In the end, the Republican-controlled Legislature quickly passed a bill supported by Corbett that would place Pennsylvania abortion clinics under the same standards as freestanding ambulatory surgical centers.
Clinic operators said they are worried about how they will absorb the costs to comply. Enforcement will fall to the state Department of Health, which could also choose to waive some or all of the requirements, but there is not a clinic in Pennsylvania that currently complies with the tougher regulations, clinic operators said.

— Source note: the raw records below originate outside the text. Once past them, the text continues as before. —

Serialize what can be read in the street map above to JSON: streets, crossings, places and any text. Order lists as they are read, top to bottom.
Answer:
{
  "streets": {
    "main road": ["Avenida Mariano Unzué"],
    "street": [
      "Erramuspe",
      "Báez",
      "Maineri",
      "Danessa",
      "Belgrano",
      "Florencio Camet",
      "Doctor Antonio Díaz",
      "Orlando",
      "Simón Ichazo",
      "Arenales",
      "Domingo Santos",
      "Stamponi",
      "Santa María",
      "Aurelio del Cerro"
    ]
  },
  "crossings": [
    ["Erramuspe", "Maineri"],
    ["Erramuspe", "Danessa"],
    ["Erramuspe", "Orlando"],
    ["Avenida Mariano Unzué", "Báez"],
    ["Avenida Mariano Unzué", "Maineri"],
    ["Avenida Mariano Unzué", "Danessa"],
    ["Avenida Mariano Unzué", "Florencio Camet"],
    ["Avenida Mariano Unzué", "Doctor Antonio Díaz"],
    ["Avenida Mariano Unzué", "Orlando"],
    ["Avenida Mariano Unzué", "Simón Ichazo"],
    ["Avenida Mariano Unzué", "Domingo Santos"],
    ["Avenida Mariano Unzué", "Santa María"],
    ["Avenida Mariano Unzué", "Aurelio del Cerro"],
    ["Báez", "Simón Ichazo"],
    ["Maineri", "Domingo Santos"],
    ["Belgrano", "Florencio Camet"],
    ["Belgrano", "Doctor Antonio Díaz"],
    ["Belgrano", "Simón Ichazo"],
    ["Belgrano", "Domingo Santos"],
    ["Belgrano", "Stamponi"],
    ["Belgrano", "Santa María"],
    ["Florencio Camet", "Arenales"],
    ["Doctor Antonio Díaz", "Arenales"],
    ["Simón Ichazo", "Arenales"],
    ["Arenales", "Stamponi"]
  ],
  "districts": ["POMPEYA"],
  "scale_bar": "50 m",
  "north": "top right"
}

“We don’t know how the department is going to respond to these, but if they don’t [waive the regulations], what’s going to happen to these facilities?’’ asked Jennifer Boulanger, executive director of the Allentown Women’s Center.
Depending on what the department decides, the regulations could require wider hallways and elevator shafts, bigger surgical rooms, more sinks, changes to the ventilation system and a full-time staff nurse, clinic operators said. Those changes will do nothing to improve patient health and safety, and paying for them could force the clinics to charge low-income women more for their services, clinic officials said.
The measure would take effect about six months after it is signed into law.
One option for the 20-some freestanding clinics in Pennsylvania that perform abortions is to stop providing the service.
Kim Custer, the chief executive of Planned Parenthood of Northeast and Mid-Penn, said more than 95 percent of what the clinics do involve services other than abortions, including cancer screening.